WHAT THE TASK ASKS: Which lines of the entries contain the string "nodes"? Copy each of them.

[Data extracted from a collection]
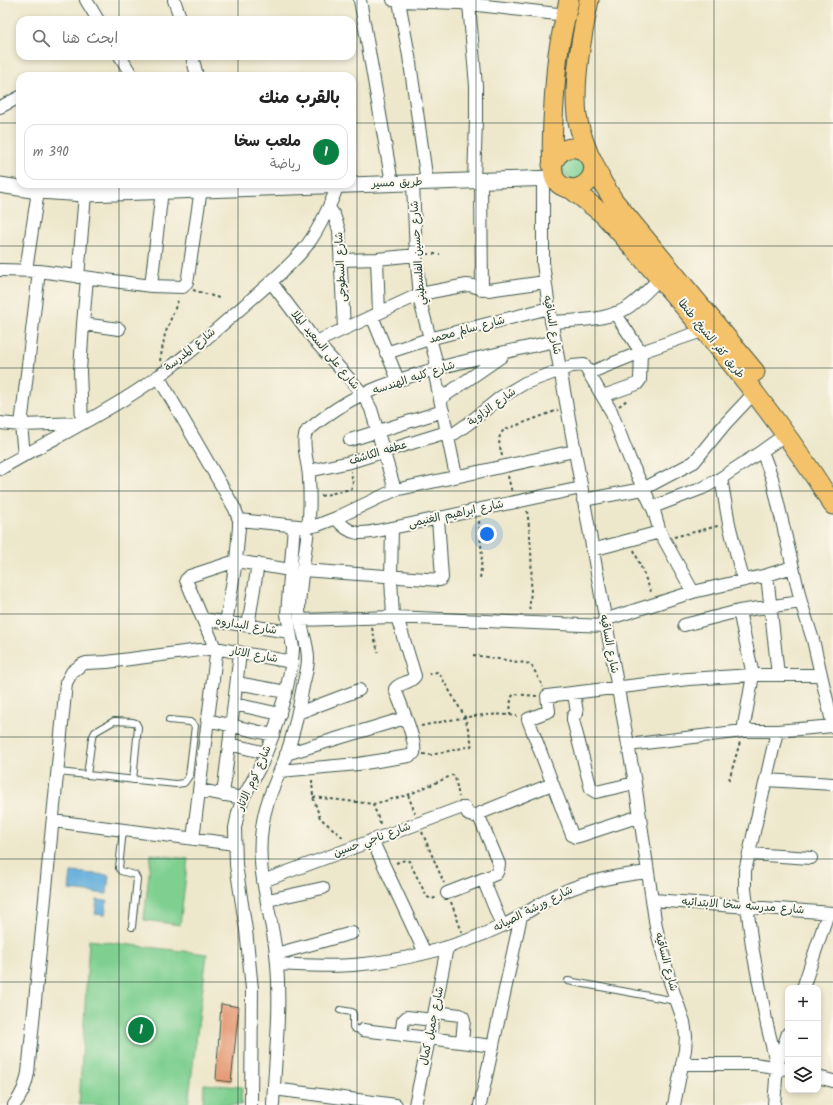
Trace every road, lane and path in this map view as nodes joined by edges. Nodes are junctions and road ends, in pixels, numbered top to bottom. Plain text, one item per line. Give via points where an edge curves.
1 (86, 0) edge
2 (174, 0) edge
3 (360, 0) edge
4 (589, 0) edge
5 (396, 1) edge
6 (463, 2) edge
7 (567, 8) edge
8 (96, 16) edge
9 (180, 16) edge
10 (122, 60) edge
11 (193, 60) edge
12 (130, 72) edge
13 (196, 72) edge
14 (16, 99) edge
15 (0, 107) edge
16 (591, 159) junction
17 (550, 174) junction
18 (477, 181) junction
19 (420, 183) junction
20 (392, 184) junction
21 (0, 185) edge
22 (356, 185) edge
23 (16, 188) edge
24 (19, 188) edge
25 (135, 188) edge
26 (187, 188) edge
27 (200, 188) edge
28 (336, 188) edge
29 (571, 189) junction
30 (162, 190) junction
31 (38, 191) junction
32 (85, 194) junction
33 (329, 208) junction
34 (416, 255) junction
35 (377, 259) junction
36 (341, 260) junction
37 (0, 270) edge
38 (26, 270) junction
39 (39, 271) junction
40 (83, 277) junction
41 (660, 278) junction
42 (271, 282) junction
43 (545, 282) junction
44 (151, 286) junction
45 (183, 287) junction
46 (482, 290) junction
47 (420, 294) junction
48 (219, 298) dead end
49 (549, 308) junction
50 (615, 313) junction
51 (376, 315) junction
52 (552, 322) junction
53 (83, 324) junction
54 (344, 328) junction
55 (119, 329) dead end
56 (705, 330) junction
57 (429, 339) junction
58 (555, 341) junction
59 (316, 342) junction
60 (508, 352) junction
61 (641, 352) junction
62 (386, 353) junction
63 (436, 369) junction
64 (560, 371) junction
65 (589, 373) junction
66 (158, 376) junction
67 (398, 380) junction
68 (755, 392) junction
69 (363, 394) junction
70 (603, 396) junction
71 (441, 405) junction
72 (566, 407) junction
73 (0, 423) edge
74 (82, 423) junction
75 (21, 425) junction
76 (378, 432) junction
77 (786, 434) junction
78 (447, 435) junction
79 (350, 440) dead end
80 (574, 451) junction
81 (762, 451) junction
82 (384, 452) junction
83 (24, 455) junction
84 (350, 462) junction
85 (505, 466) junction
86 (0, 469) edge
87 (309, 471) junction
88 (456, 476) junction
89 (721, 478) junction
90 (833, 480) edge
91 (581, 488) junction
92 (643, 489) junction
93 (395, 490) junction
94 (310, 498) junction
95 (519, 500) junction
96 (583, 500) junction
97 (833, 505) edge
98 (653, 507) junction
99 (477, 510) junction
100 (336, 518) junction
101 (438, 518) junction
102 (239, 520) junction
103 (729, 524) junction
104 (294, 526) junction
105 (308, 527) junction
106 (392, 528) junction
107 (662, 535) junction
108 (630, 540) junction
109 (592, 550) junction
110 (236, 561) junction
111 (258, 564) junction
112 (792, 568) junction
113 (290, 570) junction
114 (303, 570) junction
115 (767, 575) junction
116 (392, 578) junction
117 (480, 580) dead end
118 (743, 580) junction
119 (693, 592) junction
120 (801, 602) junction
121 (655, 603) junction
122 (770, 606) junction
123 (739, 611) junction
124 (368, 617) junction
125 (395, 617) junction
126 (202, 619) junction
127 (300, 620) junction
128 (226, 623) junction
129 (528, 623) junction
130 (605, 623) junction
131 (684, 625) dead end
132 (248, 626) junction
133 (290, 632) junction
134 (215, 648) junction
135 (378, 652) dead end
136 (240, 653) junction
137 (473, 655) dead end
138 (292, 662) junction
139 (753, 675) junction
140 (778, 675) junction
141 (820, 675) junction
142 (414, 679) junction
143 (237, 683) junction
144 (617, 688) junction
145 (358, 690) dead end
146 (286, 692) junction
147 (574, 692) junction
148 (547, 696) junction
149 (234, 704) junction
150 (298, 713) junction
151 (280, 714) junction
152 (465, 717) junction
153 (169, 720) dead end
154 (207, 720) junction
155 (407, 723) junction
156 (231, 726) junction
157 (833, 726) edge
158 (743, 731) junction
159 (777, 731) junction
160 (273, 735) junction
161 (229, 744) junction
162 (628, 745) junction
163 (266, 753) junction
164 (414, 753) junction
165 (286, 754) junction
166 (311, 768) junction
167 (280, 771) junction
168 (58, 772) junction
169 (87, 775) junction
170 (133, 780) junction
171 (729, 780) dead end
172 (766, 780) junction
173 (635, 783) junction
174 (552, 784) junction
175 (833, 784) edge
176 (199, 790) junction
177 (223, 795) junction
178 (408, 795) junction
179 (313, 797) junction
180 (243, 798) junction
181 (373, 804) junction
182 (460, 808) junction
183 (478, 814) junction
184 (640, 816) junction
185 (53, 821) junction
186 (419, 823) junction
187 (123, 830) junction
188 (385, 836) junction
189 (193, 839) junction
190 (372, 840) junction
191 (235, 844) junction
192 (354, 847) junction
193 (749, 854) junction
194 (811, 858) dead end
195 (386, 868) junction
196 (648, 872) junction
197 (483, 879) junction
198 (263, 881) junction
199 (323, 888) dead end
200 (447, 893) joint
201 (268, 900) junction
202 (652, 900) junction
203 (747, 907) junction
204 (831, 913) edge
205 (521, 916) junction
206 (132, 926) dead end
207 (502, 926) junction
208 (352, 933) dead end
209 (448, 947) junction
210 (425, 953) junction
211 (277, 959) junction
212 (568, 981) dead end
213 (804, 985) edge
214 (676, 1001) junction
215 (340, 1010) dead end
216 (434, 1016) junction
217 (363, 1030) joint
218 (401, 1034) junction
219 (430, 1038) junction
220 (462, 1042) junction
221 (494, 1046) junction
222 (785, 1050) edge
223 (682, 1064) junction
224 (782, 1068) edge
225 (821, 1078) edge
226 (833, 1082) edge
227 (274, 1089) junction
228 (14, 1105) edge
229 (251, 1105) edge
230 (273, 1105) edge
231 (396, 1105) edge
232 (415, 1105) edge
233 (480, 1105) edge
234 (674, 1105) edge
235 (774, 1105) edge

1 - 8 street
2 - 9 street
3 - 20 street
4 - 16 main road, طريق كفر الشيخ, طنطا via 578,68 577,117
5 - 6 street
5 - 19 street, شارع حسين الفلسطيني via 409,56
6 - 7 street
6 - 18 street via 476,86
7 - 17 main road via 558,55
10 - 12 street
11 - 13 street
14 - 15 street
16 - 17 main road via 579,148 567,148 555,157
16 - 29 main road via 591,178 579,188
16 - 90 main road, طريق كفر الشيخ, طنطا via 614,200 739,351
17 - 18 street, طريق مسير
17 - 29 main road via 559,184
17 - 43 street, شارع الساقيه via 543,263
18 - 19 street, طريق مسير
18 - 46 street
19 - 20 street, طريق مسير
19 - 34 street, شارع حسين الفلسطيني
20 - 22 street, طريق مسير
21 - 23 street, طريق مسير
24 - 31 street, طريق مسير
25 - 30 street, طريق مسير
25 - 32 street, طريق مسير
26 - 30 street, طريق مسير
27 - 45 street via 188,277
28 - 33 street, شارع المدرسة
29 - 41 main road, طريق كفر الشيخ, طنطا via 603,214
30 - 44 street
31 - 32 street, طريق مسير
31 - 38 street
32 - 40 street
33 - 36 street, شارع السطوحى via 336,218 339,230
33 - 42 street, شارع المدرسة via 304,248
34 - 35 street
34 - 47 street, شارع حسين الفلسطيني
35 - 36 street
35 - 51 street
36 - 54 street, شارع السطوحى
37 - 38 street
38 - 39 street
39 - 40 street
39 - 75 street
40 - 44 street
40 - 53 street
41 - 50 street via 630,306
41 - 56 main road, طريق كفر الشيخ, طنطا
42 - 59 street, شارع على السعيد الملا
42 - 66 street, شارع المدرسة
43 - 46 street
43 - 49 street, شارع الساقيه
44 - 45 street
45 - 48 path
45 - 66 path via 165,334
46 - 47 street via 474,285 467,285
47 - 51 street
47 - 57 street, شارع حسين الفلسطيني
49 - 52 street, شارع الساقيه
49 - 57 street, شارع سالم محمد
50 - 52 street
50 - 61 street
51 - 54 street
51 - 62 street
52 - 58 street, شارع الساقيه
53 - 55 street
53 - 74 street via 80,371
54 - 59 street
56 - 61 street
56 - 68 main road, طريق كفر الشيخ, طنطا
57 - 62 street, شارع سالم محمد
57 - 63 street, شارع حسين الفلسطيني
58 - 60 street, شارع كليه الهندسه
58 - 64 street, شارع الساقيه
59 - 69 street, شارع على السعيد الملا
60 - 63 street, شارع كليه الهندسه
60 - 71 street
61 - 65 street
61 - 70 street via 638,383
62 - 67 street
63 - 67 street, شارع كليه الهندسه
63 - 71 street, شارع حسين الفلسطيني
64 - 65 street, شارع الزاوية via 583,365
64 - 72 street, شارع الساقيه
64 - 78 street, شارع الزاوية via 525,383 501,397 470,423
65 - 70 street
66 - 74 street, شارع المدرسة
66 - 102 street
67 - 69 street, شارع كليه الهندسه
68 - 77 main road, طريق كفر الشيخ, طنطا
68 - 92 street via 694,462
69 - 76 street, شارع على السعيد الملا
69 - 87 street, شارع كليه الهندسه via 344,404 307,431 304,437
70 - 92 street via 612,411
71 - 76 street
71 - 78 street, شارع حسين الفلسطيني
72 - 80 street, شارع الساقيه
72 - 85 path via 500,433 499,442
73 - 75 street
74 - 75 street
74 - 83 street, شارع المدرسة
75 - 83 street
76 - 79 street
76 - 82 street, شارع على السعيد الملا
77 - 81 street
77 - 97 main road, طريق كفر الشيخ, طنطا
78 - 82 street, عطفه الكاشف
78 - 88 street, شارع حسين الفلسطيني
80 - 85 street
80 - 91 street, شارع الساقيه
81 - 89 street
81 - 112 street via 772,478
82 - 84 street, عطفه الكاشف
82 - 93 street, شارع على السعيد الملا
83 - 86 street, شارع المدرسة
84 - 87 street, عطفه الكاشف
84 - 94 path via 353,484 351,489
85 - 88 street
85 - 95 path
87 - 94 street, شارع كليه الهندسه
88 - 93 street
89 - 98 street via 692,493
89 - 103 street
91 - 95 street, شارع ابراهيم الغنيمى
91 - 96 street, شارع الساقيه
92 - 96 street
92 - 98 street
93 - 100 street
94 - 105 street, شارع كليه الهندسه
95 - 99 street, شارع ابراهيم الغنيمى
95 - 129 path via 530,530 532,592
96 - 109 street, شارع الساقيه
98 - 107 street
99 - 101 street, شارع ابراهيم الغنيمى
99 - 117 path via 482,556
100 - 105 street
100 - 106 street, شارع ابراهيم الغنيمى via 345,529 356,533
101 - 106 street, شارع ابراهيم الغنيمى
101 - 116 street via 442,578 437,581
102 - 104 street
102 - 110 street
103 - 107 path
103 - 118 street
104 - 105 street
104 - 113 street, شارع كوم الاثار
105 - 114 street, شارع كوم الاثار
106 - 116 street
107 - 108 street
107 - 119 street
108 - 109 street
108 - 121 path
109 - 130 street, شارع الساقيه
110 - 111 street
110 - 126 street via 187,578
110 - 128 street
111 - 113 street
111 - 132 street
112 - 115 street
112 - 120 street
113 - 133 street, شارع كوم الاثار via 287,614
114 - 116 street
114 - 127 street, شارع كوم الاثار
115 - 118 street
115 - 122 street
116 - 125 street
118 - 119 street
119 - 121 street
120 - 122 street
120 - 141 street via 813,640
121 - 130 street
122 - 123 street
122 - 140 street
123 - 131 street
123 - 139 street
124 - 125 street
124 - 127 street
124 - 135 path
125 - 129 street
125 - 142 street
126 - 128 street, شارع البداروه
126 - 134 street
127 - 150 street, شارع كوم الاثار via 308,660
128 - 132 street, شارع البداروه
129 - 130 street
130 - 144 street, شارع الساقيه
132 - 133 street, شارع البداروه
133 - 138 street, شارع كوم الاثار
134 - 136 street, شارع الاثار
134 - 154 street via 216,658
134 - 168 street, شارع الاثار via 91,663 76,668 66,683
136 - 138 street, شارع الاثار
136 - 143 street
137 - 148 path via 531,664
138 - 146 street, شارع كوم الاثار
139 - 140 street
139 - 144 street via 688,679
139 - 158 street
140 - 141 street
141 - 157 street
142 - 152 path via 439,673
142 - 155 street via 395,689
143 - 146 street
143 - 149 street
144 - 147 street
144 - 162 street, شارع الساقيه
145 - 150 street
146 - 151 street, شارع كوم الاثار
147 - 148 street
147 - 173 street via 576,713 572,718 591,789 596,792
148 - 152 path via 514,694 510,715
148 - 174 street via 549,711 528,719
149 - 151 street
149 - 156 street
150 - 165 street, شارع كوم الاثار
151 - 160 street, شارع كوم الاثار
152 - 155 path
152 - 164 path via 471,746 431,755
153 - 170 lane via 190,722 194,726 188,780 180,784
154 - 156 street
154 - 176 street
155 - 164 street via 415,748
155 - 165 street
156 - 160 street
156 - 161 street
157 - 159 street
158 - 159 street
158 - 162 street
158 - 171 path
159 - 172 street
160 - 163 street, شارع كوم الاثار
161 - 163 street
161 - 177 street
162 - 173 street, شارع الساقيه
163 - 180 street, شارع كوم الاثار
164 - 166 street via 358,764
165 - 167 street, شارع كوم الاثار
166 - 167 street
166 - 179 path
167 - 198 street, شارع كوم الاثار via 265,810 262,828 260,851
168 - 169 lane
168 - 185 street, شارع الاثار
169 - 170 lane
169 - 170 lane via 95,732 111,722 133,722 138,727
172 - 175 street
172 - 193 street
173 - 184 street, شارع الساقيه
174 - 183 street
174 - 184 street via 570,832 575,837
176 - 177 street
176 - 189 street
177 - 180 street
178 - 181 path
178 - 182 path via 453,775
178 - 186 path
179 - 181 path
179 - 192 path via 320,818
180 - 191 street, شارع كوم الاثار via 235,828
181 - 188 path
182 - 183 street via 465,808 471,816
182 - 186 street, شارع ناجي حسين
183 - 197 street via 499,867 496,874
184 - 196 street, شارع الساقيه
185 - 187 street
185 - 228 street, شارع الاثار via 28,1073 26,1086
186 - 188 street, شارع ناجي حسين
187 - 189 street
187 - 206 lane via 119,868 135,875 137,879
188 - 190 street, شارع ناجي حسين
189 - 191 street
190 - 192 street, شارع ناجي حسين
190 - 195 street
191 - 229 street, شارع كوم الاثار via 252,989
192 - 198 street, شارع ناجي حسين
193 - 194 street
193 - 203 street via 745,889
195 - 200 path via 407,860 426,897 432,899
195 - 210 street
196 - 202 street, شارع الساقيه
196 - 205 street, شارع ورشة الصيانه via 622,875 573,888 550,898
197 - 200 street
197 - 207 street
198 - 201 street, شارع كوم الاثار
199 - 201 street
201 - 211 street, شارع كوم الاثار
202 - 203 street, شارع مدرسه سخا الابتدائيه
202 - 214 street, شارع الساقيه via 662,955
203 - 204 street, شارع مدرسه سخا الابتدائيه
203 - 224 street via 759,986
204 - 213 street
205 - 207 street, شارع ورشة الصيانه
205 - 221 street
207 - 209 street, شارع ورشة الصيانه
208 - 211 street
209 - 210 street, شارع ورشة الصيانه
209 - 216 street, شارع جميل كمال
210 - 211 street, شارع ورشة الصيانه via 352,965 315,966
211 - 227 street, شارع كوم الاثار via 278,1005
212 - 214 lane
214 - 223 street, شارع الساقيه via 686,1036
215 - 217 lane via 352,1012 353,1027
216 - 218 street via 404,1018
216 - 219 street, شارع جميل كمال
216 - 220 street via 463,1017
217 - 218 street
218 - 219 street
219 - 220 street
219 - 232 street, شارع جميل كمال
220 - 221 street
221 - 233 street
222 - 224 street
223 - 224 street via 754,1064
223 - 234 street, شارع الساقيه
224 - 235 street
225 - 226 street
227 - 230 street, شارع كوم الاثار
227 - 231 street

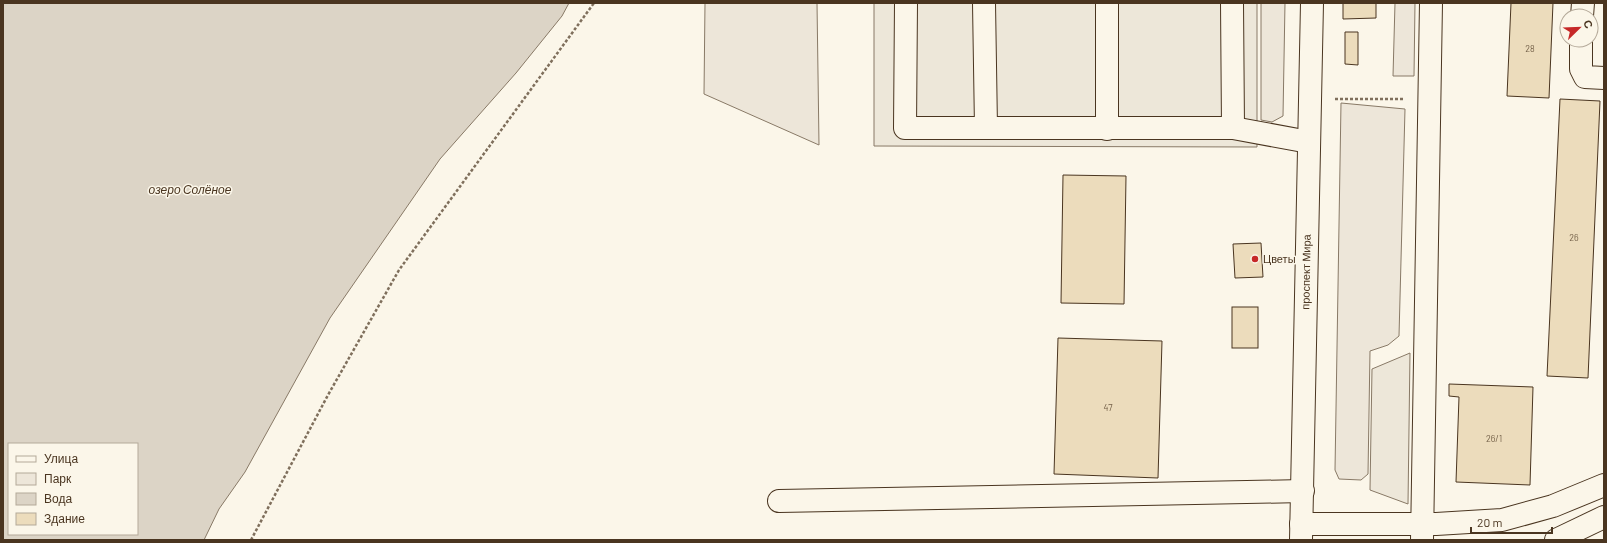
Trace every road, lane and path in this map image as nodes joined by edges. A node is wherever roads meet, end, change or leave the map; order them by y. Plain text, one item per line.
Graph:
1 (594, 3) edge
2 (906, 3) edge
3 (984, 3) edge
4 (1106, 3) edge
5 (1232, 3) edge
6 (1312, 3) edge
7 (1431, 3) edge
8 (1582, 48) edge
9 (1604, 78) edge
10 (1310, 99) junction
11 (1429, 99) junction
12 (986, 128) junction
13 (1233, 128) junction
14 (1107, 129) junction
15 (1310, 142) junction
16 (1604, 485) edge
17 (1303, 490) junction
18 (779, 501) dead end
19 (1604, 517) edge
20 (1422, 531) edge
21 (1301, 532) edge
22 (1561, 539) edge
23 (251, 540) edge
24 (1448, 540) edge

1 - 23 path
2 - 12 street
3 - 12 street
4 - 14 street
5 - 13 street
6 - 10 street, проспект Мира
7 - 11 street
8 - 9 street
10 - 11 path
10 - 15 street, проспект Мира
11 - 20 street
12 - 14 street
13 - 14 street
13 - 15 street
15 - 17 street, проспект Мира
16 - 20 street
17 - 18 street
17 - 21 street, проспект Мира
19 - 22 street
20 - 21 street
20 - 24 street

WRITTEN RESPONSE:
Trace every road, lane and path in this map view as nodes joined by edges. Nodes are junctions and road ends, in pixels, numbered top to bottom. Plain text, one item per line. Give via points where an edge curves.
Trace every road, lane and path in this map image as nodes joined by edges. A node is wherever roads meet, end, change or leave the map; order them by y. Plain text, one item per line.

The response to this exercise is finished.